Ak Parti'nin ağabeylerinden İl Eski başkanı Ömer Sayın Köroğlu Ana Haber'de hem partililerine hem seçmene önemli mesajlar verdi. Köroğlu Ana Haber'e katılan MHP eskil başkanı Mansur Şen'den sonra ki diğer bir konuk AKP eski il başkanı Ömer Sayın oldu. Erken seçim olasılığında aday olacağı sinyalini veren Ömer Sayın, önemli açıklamalar yaptı.

Ramazan'da hafta içi saat 21.00'de yayına giren Köroğlu TV Ana Haber Bülteni'nin canlı yayın konuğu olan AK Parti İl Eski Başkanı Ömer Sayın; il başkanlığından sonraki süreci, seçimleri, yapılan koalisyon görüşmelerini ve siyasette Ankara ile Bolu gündemini değerlendirdi. İşte o çarpıcı açıklamalardan satır başları;

ÖMER SAYIN, PARTİLİLERİNE KÜSKÜN MÜ?

Uzun bir siyasi geçmişim var benim. Neredeyse hayatımın yarısı siyasetle geçti diyebilirim. Zaman zaman bazı aralar vermek dinlenmek gerekiyor. Bende bu süreç içinde geçtiğimiz bir yıl içinde siyaset yaparken ihmal ettiğim işlerimi ikmal etme fırsatı buldum. O nedenle işime yoğunlaştım. Ayrıca partimden davet ettikleri zamanda hiçbir çalışmadan geri kalmadım. Ama çağırdıkları zaman gittim tabi. Gitmediğim bir yer varsa o da benim çağırılmadığım yerdir.

CHP VE MHP GERÇEKLEŞMESİ İMKANSIZ ŞARTLAR ÖNE SÜRDÜLER

Görünen o ki herhalde bir erken seçime doğru ilerliyoruz. Gönül arzu ederdi ki 7 Haziran'da yapılan seçimden sonra vatandaşın partilere verdiği mesaj iyi algılansın ve iyi yorumlansın. Onun üzerinden bir koalisyon kurulsun Türkiye bir hükümet krizi yaşamasın diye gönlümüzden o geçiyordu. Ama görünen o ki partiler özellikle Ak Parti'yi bundan ayırıyorum. Çünkü Ak Parti başından beri sadece ilkelerden bahsetti. Sadece ülkemizin hükümetsiz kalmaması için gerekli bütün çalışmalarından bahsetti ama diğer partiler özellikle CHP ve MHP gerçekleşmesi imkansız şartlar öne sürdüler. Sayın Bahçeli seçim akşamı kendilerine seçmenin ana muhalefet partisi görevi verdiğini ne hikmetse ben anlayamadım.
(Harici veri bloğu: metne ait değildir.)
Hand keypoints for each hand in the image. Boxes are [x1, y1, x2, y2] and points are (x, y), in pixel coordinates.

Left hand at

Nasıl böyle bir görev çıkardı bu sonuçlardan bilmiyorum ama ana muhalefet partisi görevi verdiğini diğer 3 partinin de hükümet kurması koalisyon yapması gerektiğini söyledi. Gelinen süreçte yaklaşık 35 gün gibi bir zaman geçti. Bakıyoruz ki koalisyon görüşmeleri sürekli çözüme doğru değil çözümsüzlüğe doğru adım adım ilerliyor gibi geliyor.
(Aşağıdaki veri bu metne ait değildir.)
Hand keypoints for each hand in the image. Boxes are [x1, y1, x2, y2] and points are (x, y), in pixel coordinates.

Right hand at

TAYYİP ERDOĞAN SENDROMU VAR!

Bunun bir vehim olduğunu düşünüyorum. 7 Haziran'a kadar Sayın Cumhurbaşkanımızın meydanlara inmesi Türkiye ile ilgili gerçekleri paylaşması belki bir müdahale gibi algılanabilir ama seçimden sonra geçen sürece de baktığımız zaman tamamen anayasanın Cumhurbaşkanına verdiği görevler doğrultusunda hareket ediyor. Hiçbir şekilde ülke menfaatleri doğrultusunda kamuoyuna ve bütün partilere verdiği mesajlar dışında özel bir mesaj verdiği ne bir parti var ne bir lider var. Ama buna rağmen toplumda siyasi parti liderlerinde ya da muhalif partiye mensup partili arkadaşlarımızda bir türlü yüreklerinde söküp atamadıkları Tayyip Erdoğan sendromu var. Ben bundan bir an evvel kurtulmaları lazım. Bu bir saplantı bence. Sayın cumhurbaşkanımız hiç kimseye müdahale etmiyor. Tamamıyla gerek meclis başkanlığı seçiminde olsun gerek meclis başkanlık divanın oluşumuyla olsun gerekse şimdiki görevlendirme ve görüşmelerde olsun sayın Cumhurbaşkanımızın hiçbir şeye karıştığını ben görmedim. Bu akşam bakıyorum bütün oyunu Tayyip Erdoğan'ın kurduğunu ya da bozduğunu ifade etmeye çalışıyor. Bu tamamıyla bir vehimdir. Bir an önce bu sendromdan kurtulmaları lazım. Çünkü ülkemizin hatta İslam dünyasının önünde çok önemli sorunlar var. Bunların çözümü için bir an evvel yeni bir hükümete koalisyon olur olmaz en azından ne olacağını bile bileceğimiz seçim mi olacak yoksa koalisyon mu olacak buna odaklanmamız lazım. Bu Tayyip Erdoğan saplantısında bence bütün siyasilerin bir an önce çıkması gerekir.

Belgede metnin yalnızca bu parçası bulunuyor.